### What the task asks:
Give back an exact copy of the listing that follows, without the pictures.
##########
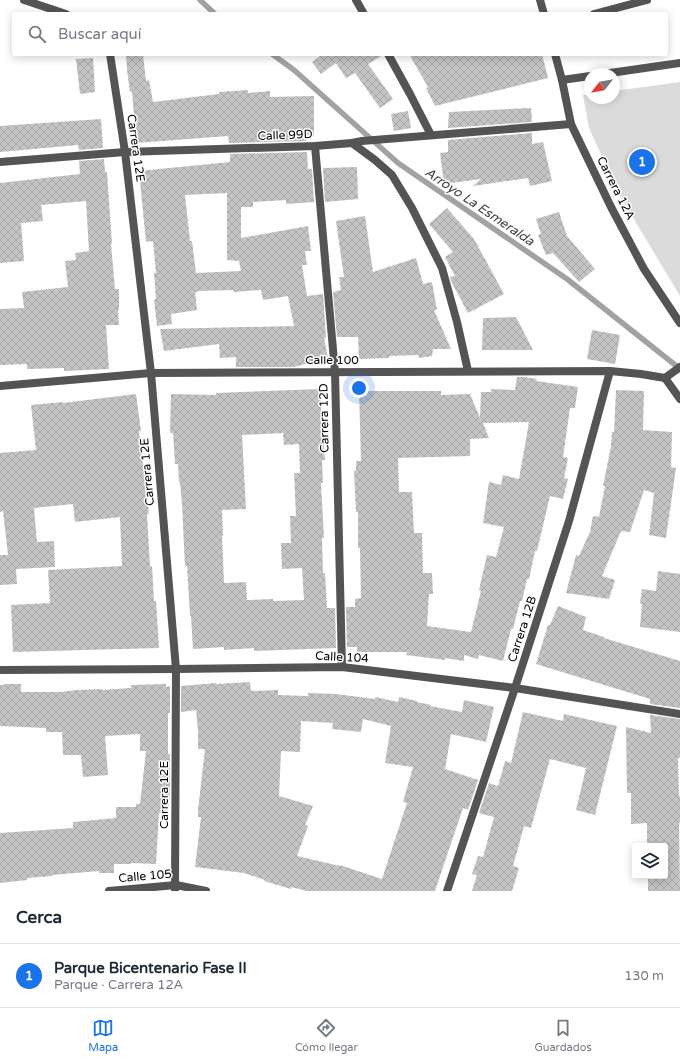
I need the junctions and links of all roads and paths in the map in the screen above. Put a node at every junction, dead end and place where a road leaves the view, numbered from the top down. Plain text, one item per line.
1 (24, 0) edge
2 (356, 0) edge
3 (540, 0) edge
4 (647, 0) edge
5 (60, 12) edge
6 (363, 12) edge
7 (543, 12) edge
8 (602, 12) edge
9 (110, 56) edge
10 (389, 56) edge
11 (556, 56) edge
12 (680, 62) edge
13 (620, 71) edge
14 (584, 77) edge
15 (562, 80) junction
16 (571, 124) junction
17 (431, 135) junction
18 (352, 143) junction
19 (315, 146) junction
20 (125, 152) junction
21 (0, 162) edge
22 (680, 323) edge
23 (680, 367) edge
24 (468, 371) junction
25 (610, 371) junction
26 (335, 372) junction
27 (151, 373) junction
28 (665, 378) junction
29 (0, 386) edge
30 (680, 399) edge
31 (342, 666) junction
32 (176, 669) junction
33 (0, 670) edge
34 (516, 688) junction
35 (680, 714) edge
36 (175, 888) edge
37 (109, 891) edge
38 (206, 891) edge
39 (447, 891) edge

1 - 5 street
2 - 6 street
3 - 7 street
4 - 8 street
9 - 20 street, Carrera 12E
10 - 17 street
11 - 15 street, Carrera 12A
12 - 13 street
14 - 15 street
15 - 16 street, Carrera 12A
16 - 17 street, Calle 99D
16 - 22 street, Carrera 12A
17 - 18 street, Calle 99D
18 - 19 street, Calle 99D
18 - 24 street
19 - 20 street, Calle 99D
19 - 26 street, Carrera 12D
20 - 21 street, Calle 99D
20 - 27 street, Carrera 12E
23 - 28 street
24 - 25 street, Calle 100
24 - 26 street, Calle 100
25 - 28 street, Calle 100
25 - 34 street, Carrera 12B
26 - 27 street, Calle 100
26 - 31 street, Carrera 12D
27 - 29 street, Calle 100
27 - 32 street, Carrera 12E
28 - 30 street
31 - 32 street, Calle 104
31 - 34 street, Calle 104
32 - 33 street, Calle 104
32 - 36 street, Carrera 12E
34 - 35 street, Calle 104
34 - 39 street, Carrera 12B
36 - 37 street, Calle 105
36 - 38 street, Calle 105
##########
### Reply to the task:
I need the junctions and links of all roads and paths in the map in the screen above. Put a node at every junction, dead end and place where a road leaves the view, numbered from the top down. Plain text, one item per line.
1 (24, 0) edge
2 (356, 0) edge
3 (540, 0) edge
4 (647, 0) edge
5 (60, 12) edge
6 (363, 12) edge
7 (543, 12) edge
8 (602, 12) edge
9 (110, 56) edge
10 (389, 56) edge
11 (556, 56) edge
12 (680, 62) edge
13 (620, 71) edge
14 (584, 77) edge
15 (562, 80) junction
16 (571, 124) junction
17 (431, 135) junction
18 (352, 143) junction
19 (315, 146) junction
20 (125, 152) junction
21 (0, 162) edge
22 (680, 323) edge
23 (680, 367) edge
24 (468, 371) junction
25 (610, 371) junction
26 (335, 372) junction
27 (151, 373) junction
28 (665, 378) junction
29 (0, 386) edge
30 (680, 399) edge
31 (342, 666) junction
32 (176, 669) junction
33 (0, 670) edge
34 (516, 688) junction
35 (680, 714) edge
36 (175, 888) edge
37 (109, 891) edge
38 (206, 891) edge
39 (447, 891) edge

1 - 5 street
2 - 6 street
3 - 7 street
4 - 8 street
9 - 20 street, Carrera 12E
10 - 17 street
11 - 15 street, Carrera 12A
12 - 13 street
14 - 15 street
15 - 16 street, Carrera 12A
16 - 17 street, Calle 99D
16 - 22 street, Carrera 12A
17 - 18 street, Calle 99D
18 - 19 street, Calle 99D
18 - 24 street
19 - 20 street, Calle 99D
19 - 26 street, Carrera 12D
20 - 21 street, Calle 99D
20 - 27 street, Carrera 12E
23 - 28 street
24 - 25 street, Calle 100
24 - 26 street, Calle 100
25 - 28 street, Calle 100
25 - 34 street, Carrera 12B
26 - 27 street, Calle 100
26 - 31 street, Carrera 12D
27 - 29 street, Calle 100
27 - 32 street, Carrera 12E
28 - 30 street
31 - 32 street, Calle 104
31 - 34 street, Calle 104
32 - 33 street, Calle 104
32 - 36 street, Carrera 12E
34 - 35 street, Calle 104
34 - 39 street, Carrera 12B
36 - 37 street, Calle 105
36 - 38 street, Calle 105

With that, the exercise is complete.